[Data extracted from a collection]
.....

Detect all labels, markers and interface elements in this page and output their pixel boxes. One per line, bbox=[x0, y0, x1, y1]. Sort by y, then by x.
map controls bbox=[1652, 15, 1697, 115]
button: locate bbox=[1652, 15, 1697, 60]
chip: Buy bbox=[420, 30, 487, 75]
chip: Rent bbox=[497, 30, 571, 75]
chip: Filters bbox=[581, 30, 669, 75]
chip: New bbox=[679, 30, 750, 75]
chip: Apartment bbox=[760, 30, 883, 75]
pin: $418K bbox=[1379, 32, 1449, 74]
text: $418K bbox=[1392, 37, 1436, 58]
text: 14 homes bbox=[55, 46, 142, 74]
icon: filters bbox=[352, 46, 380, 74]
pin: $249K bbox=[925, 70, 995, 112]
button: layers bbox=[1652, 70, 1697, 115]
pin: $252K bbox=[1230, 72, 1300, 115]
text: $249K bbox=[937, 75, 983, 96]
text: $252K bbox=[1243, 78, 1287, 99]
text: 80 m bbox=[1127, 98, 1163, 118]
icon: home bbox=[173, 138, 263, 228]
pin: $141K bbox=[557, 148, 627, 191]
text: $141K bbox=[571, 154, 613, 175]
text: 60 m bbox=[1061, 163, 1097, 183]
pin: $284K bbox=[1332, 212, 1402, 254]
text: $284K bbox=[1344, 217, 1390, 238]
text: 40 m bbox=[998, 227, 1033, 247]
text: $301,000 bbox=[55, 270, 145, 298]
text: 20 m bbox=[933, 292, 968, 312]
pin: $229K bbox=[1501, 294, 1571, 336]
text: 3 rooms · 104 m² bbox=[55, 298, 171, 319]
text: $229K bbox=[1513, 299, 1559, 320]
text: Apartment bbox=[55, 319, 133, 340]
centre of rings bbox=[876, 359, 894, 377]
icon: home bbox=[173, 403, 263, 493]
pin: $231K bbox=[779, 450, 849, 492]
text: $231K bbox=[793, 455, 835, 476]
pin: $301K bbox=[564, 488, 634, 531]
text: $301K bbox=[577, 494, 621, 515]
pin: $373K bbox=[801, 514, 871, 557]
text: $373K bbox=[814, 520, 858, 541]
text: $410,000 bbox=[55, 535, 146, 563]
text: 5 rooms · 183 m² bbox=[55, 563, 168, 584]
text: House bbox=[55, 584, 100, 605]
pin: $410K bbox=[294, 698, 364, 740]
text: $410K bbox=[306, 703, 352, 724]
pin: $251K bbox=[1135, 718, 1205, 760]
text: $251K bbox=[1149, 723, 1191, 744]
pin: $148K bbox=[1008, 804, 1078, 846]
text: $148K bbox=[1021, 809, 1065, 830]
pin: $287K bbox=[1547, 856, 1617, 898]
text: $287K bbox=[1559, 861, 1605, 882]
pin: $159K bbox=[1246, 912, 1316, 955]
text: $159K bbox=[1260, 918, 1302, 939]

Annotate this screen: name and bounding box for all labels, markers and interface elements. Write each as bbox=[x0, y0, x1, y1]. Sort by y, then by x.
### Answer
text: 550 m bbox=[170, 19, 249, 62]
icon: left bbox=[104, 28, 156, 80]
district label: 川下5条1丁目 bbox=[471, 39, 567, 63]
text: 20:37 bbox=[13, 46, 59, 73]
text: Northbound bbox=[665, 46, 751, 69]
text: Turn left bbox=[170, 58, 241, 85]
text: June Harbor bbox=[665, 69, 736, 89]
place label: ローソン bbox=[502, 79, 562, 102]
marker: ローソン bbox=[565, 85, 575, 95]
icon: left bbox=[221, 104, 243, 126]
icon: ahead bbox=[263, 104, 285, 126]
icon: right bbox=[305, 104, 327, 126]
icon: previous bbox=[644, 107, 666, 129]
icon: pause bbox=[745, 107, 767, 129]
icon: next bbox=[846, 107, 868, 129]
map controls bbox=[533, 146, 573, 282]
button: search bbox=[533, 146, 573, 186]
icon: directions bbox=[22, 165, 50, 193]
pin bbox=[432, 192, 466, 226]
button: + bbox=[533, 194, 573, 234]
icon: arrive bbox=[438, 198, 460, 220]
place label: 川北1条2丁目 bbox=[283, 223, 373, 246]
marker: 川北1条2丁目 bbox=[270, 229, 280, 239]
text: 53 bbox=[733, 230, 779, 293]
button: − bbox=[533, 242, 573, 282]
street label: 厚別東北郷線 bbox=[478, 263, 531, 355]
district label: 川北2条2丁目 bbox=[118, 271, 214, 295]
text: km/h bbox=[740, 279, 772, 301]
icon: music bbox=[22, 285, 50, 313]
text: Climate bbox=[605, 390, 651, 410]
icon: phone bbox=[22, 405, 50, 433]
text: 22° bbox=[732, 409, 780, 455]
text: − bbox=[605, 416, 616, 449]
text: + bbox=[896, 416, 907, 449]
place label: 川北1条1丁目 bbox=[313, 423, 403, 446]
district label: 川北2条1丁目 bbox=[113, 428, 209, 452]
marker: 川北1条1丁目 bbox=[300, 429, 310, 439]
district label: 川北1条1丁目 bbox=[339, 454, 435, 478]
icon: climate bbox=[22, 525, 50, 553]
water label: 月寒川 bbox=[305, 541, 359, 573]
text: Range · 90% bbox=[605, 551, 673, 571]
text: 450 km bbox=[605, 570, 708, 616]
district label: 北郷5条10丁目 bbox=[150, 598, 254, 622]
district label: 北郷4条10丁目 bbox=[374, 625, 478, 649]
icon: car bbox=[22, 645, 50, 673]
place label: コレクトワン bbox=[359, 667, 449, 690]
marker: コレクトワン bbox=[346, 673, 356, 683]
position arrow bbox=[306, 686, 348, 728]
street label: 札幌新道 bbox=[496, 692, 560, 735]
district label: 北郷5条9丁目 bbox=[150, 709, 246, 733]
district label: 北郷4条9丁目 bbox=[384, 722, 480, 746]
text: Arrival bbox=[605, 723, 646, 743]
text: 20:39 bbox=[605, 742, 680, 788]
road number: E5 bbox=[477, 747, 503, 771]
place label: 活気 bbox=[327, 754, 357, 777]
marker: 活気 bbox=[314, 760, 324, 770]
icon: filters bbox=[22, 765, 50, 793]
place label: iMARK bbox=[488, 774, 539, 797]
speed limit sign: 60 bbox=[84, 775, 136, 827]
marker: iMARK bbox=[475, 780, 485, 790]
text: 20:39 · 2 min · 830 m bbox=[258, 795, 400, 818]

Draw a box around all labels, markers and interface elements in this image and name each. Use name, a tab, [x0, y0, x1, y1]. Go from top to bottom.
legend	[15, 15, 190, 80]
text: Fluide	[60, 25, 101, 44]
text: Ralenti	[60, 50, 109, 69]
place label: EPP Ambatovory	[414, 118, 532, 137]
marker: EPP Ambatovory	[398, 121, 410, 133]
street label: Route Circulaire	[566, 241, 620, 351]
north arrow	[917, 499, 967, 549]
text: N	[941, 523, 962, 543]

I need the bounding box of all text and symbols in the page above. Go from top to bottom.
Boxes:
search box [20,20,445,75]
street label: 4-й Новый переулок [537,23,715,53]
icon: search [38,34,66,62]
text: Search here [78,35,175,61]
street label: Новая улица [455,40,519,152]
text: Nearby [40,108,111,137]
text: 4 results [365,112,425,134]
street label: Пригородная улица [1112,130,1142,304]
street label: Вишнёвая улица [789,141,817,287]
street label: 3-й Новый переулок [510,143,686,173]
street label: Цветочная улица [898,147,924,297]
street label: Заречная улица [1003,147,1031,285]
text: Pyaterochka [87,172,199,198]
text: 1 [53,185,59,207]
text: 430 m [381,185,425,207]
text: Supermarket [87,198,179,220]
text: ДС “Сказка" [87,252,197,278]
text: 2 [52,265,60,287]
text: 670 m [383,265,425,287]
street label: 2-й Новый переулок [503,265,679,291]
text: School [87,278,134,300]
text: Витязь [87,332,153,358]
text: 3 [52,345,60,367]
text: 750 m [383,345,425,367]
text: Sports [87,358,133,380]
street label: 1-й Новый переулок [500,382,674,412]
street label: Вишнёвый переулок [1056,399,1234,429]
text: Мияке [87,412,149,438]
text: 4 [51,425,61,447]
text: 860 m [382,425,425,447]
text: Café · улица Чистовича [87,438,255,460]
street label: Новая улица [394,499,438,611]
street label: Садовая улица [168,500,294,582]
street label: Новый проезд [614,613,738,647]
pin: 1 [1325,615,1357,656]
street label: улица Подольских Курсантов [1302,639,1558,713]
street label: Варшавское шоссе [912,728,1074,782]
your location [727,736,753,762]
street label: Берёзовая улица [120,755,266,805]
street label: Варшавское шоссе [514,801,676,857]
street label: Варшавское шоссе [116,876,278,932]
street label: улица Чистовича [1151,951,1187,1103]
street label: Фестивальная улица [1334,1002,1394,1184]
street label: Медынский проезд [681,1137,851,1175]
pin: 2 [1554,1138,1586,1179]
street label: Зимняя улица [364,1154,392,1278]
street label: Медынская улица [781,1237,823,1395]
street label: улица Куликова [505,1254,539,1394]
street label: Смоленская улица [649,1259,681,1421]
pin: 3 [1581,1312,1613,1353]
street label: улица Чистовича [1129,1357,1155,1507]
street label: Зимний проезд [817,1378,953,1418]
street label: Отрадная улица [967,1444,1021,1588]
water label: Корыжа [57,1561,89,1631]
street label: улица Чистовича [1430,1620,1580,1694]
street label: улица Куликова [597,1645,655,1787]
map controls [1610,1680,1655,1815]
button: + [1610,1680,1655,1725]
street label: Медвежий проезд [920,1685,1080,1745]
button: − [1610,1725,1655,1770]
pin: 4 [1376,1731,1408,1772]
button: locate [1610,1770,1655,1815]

.....

Retype exactly the lines of the data above that fall between the line with "Draw a box around" and the line with "I need the bounding", inclusive, and add nothing.

• **RESULT FOR THIS TASK**:
Draw a box around all labels, markers and interface elements in this image and name each. Use name, a tab, [x0, y0, x1, y1]. Go from top to bottom.
legend	[15, 15, 190, 80]
text: Fluide	[60, 25, 101, 44]
text: Ralenti	[60, 50, 109, 69]
place label: EPP Ambatovory	[414, 118, 532, 137]
marker: EPP Ambatovory	[398, 121, 410, 133]
street label: Route Circulaire	[566, 241, 620, 351]
north arrow	[917, 499, 967, 549]
text: N	[941, 523, 962, 543]

I need the bounding box of all text and symbols in the page above. Go from top to bottom.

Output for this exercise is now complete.